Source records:
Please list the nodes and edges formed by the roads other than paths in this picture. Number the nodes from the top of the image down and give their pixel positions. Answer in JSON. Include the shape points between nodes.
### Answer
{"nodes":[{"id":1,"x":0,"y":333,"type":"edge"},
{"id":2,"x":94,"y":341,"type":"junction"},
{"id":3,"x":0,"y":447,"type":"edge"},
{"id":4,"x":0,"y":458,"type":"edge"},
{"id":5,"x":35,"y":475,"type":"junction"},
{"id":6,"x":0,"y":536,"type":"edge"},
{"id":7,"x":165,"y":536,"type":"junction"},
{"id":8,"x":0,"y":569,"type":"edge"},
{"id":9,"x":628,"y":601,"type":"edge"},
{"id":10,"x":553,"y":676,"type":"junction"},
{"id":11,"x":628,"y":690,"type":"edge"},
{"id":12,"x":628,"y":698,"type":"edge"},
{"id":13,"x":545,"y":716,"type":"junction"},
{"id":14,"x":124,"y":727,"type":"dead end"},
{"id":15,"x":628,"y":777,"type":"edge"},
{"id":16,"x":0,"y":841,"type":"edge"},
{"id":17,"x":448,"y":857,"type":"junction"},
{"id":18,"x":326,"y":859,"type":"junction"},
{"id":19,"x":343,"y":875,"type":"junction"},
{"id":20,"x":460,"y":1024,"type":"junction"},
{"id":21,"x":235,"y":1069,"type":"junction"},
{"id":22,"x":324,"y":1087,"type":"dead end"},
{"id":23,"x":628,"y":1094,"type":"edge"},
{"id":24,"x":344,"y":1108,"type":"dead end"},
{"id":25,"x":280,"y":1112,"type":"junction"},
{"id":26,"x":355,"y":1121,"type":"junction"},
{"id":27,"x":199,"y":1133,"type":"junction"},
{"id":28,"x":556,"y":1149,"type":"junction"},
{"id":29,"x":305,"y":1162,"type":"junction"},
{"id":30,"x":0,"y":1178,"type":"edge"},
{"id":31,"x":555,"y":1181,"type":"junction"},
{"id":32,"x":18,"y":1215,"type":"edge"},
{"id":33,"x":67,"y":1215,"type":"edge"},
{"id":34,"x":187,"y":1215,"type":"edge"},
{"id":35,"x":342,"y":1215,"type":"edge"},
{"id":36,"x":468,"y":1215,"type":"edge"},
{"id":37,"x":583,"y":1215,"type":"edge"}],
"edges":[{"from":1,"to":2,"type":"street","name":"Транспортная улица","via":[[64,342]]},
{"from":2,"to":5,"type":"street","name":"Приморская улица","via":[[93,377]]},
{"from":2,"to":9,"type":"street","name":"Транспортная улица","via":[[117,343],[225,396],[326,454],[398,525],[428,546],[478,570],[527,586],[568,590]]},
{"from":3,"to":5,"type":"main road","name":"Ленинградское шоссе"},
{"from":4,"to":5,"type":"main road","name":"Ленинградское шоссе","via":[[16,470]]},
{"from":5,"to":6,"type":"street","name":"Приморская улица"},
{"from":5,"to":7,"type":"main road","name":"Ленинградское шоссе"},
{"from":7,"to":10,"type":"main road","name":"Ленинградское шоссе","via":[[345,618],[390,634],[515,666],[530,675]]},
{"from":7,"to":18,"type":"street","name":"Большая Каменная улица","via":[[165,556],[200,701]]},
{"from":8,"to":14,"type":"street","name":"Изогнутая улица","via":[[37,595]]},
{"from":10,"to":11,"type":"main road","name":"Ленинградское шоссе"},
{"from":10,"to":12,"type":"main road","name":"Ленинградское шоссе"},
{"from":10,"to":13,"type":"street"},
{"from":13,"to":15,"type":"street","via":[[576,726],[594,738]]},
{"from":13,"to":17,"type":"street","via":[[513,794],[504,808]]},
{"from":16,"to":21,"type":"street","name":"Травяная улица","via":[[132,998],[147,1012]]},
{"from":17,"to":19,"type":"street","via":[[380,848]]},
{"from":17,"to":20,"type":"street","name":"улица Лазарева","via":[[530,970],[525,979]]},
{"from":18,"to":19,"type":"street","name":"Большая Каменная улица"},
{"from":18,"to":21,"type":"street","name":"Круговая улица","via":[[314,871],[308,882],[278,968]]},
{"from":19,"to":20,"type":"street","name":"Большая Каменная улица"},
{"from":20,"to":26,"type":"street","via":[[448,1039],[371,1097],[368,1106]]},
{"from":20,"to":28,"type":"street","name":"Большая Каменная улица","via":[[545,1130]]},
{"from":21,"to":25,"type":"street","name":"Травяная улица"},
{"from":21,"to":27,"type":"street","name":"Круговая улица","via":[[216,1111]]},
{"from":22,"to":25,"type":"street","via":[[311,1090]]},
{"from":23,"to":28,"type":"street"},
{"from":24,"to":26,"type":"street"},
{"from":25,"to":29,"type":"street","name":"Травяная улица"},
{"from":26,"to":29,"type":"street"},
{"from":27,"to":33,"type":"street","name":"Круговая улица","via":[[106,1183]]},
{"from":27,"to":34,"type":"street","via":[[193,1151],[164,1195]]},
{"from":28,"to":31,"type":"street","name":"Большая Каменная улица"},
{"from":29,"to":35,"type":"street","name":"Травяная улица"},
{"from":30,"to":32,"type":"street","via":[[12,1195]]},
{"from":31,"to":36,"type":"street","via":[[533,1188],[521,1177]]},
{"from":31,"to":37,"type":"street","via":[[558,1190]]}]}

- _Action item_
Transcribe each entry word for word.

- _Answer section_
Please list the nodes and edges formed by the roads other than paths in this picture. Number the nodes from the top of the image down and give their pixel positions. Answer in JSON. Include the shape points between nodes.
### Answer
{"nodes":[{"id":1,"x":0,"y":333,"type":"edge"},
{"id":2,"x":94,"y":341,"type":"junction"},
{"id":3,"x":0,"y":447,"type":"edge"},
{"id":4,"x":0,"y":458,"type":"edge"},
{"id":5,"x":35,"y":475,"type":"junction"},
{"id":6,"x":0,"y":536,"type":"edge"},
{"id":7,"x":165,"y":536,"type":"junction"},
{"id":8,"x":0,"y":569,"type":"edge"},
{"id":9,"x":628,"y":601,"type":"edge"},
{"id":10,"x":553,"y":676,"type":"junction"},
{"id":11,"x":628,"y":690,"type":"edge"},
{"id":12,"x":628,"y":698,"type":"edge"},
{"id":13,"x":545,"y":716,"type":"junction"},
{"id":14,"x":124,"y":727,"type":"dead end"},
{"id":15,"x":628,"y":777,"type":"edge"},
{"id":16,"x":0,"y":841,"type":"edge"},
{"id":17,"x":448,"y":857,"type":"junction"},
{"id":18,"x":326,"y":859,"type":"junction"},
{"id":19,"x":343,"y":875,"type":"junction"},
{"id":20,"x":460,"y":1024,"type":"junction"},
{"id":21,"x":235,"y":1069,"type":"junction"},
{"id":22,"x":324,"y":1087,"type":"dead end"},
{"id":23,"x":628,"y":1094,"type":"edge"},
{"id":24,"x":344,"y":1108,"type":"dead end"},
{"id":25,"x":280,"y":1112,"type":"junction"},
{"id":26,"x":355,"y":1121,"type":"junction"},
{"id":27,"x":199,"y":1133,"type":"junction"},
{"id":28,"x":556,"y":1149,"type":"junction"},
{"id":29,"x":305,"y":1162,"type":"junction"},
{"id":30,"x":0,"y":1178,"type":"edge"},
{"id":31,"x":555,"y":1181,"type":"junction"},
{"id":32,"x":18,"y":1215,"type":"edge"},
{"id":33,"x":67,"y":1215,"type":"edge"},
{"id":34,"x":187,"y":1215,"type":"edge"},
{"id":35,"x":342,"y":1215,"type":"edge"},
{"id":36,"x":468,"y":1215,"type":"edge"},
{"id":37,"x":583,"y":1215,"type":"edge"}],
"edges":[{"from":1,"to":2,"type":"street","name":"Транспортная улица","via":[[64,342]]},
{"from":2,"to":5,"type":"street","name":"Приморская улица","via":[[93,377]]},
{"from":2,"to":9,"type":"street","name":"Транспортная улица","via":[[117,343],[225,396],[326,454],[398,525],[428,546],[478,570],[527,586],[568,590]]},
{"from":3,"to":5,"type":"main road","name":"Ленинградское шоссе"},
{"from":4,"to":5,"type":"main road","name":"Ленинградское шоссе","via":[[16,470]]},
{"from":5,"to":6,"type":"street","name":"Приморская улица"},
{"from":5,"to":7,"type":"main road","name":"Ленинградское шоссе"},
{"from":7,"to":10,"type":"main road","name":"Ленинградское шоссе","via":[[345,618],[390,634],[515,666],[530,675]]},
{"from":7,"to":18,"type":"street","name":"Большая Каменная улица","via":[[165,556],[200,701]]},
{"from":8,"to":14,"type":"street","name":"Изогнутая улица","via":[[37,595]]},
{"from":10,"to":11,"type":"main road","name":"Ленинградское шоссе"},
{"from":10,"to":12,"type":"main road","name":"Ленинградское шоссе"},
{"from":10,"to":13,"type":"street"},
{"from":13,"to":15,"type":"street","via":[[576,726],[594,738]]},
{"from":13,"to":17,"type":"street","via":[[513,794],[504,808]]},
{"from":16,"to":21,"type":"street","name":"Травяная улица","via":[[132,998],[147,1012]]},
{"from":17,"to":19,"type":"street","via":[[380,848]]},
{"from":17,"to":20,"type":"street","name":"улица Лазарева","via":[[530,970],[525,979]]},
{"from":18,"to":19,"type":"street","name":"Большая Каменная улица"},
{"from":18,"to":21,"type":"street","name":"Круговая улица","via":[[314,871],[308,882],[278,968]]},
{"from":19,"to":20,"type":"street","name":"Большая Каменная улица"},
{"from":20,"to":26,"type":"street","via":[[448,1039],[371,1097],[368,1106]]},
{"from":20,"to":28,"type":"street","name":"Большая Каменная улица","via":[[545,1130]]},
{"from":21,"to":25,"type":"street","name":"Травяная улица"},
{"from":21,"to":27,"type":"street","name":"Круговая улица","via":[[216,1111]]},
{"from":22,"to":25,"type":"street","via":[[311,1090]]},
{"from":23,"to":28,"type":"street"},
{"from":24,"to":26,"type":"street"},
{"from":25,"to":29,"type":"street","name":"Травяная улица"},
{"from":26,"to":29,"type":"street"},
{"from":27,"to":33,"type":"street","name":"Круговая улица","via":[[106,1183]]},
{"from":27,"to":34,"type":"street","via":[[193,1151],[164,1195]]},
{"from":28,"to":31,"type":"street","name":"Большая Каменная улица"},
{"from":29,"to":35,"type":"street","name":"Травяная улица"},
{"from":30,"to":32,"type":"street","via":[[12,1195]]},
{"from":31,"to":36,"type":"street","via":[[533,1188],[521,1177]]},
{"from":31,"to":37,"type":"street","via":[[558,1190]]}]}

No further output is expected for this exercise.